Your task:
Pull out all lines from the listing below in which the word "junctions" appears.

Source material:

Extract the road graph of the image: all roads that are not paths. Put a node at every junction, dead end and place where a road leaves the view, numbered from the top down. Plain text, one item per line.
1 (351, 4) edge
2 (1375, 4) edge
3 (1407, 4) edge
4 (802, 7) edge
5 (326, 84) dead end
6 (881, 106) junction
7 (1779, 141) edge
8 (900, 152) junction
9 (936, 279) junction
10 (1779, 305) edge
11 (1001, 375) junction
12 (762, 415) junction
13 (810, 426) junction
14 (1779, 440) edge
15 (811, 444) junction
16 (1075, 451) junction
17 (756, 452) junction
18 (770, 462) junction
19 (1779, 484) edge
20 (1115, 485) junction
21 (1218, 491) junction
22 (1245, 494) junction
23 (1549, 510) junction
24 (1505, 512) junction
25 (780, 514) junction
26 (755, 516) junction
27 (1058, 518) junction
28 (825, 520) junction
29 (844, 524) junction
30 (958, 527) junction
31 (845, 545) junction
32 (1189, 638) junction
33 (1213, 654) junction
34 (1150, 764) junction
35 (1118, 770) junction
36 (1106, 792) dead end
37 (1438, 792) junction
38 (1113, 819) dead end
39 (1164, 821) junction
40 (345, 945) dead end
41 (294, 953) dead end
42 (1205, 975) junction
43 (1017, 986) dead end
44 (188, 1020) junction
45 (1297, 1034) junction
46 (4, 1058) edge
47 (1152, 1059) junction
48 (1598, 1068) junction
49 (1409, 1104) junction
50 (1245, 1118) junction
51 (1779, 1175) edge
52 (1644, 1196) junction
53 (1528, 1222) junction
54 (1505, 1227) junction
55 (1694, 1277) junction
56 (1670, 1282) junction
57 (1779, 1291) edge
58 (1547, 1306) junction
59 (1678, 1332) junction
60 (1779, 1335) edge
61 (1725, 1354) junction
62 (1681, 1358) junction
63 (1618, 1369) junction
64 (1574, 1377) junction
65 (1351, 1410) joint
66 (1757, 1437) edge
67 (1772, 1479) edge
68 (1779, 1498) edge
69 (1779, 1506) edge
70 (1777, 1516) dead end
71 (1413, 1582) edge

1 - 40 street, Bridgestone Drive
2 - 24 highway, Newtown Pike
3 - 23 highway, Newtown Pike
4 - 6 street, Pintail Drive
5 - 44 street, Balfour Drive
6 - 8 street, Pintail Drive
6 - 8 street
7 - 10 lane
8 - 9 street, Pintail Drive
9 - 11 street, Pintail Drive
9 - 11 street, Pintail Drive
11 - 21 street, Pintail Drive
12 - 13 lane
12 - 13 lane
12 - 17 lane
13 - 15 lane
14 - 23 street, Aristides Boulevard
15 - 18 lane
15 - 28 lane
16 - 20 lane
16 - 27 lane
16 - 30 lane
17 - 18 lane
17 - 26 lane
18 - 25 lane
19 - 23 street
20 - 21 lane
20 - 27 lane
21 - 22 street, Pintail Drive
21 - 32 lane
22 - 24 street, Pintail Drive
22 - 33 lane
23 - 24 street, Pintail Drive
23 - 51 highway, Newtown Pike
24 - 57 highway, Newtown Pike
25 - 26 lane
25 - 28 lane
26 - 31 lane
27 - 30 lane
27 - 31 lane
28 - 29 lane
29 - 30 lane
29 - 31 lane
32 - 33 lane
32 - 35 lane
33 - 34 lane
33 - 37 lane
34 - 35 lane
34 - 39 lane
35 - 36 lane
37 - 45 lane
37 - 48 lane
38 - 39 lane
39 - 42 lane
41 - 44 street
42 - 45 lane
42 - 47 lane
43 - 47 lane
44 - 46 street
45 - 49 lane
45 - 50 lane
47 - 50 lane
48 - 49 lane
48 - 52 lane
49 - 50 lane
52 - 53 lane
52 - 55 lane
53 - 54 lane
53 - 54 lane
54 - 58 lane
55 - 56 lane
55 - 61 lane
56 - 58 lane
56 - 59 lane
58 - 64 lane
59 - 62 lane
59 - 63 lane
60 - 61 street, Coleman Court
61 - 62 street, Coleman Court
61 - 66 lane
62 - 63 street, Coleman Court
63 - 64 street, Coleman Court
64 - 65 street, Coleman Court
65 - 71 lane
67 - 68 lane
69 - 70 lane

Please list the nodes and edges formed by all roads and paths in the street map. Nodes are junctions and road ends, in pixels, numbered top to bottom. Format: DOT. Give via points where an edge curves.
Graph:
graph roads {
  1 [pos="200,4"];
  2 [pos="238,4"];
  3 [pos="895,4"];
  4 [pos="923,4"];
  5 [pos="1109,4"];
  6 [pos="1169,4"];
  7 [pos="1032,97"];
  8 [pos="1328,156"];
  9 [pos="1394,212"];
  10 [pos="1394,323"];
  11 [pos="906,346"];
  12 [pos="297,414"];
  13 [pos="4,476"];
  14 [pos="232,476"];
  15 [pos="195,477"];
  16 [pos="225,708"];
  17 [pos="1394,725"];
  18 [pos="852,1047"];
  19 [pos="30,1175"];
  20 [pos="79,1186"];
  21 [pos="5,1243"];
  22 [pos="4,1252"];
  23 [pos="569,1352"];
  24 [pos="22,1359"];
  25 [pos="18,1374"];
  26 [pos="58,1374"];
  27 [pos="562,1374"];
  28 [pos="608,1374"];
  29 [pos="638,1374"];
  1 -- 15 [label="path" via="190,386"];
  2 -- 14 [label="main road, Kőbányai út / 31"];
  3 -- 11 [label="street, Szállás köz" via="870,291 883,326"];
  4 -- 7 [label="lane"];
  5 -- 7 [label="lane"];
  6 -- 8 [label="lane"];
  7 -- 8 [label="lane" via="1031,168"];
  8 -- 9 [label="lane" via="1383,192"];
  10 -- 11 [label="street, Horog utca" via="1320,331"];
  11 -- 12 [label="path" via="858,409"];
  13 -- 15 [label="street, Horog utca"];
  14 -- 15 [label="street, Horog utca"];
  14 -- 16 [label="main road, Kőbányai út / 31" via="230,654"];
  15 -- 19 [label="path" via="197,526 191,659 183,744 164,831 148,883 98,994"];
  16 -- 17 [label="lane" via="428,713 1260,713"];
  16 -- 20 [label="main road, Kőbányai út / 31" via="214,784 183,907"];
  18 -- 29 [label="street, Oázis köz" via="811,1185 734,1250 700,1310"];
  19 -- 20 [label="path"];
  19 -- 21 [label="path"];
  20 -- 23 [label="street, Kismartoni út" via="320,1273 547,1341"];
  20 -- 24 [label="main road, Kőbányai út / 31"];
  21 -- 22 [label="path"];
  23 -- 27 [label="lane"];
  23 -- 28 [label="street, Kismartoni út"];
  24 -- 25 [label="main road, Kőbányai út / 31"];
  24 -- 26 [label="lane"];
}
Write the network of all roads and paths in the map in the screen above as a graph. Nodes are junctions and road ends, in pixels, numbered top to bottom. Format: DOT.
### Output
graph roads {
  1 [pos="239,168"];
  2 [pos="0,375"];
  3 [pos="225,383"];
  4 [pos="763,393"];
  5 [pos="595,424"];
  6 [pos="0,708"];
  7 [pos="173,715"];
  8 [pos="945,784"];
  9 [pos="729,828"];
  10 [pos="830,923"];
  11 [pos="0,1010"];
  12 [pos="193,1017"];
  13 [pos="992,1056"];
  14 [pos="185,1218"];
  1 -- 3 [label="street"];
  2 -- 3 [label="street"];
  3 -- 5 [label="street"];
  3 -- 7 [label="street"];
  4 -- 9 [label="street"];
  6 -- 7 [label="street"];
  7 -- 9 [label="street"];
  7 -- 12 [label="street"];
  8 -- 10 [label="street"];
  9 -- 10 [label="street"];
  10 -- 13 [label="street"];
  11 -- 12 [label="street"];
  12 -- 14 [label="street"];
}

Response area:
Please list the nodes and edges formed by all roads and paths in the street map. Nodes are junctions and road ends, in pixels, numbered top to bottom. Format: DOT. Give via points where an edge curves.
Write the network of all roads and paths in the map in the screen above as a graph. Nodes are junctions and road ends, in pixels, numbered top to bottom. Format: DOT.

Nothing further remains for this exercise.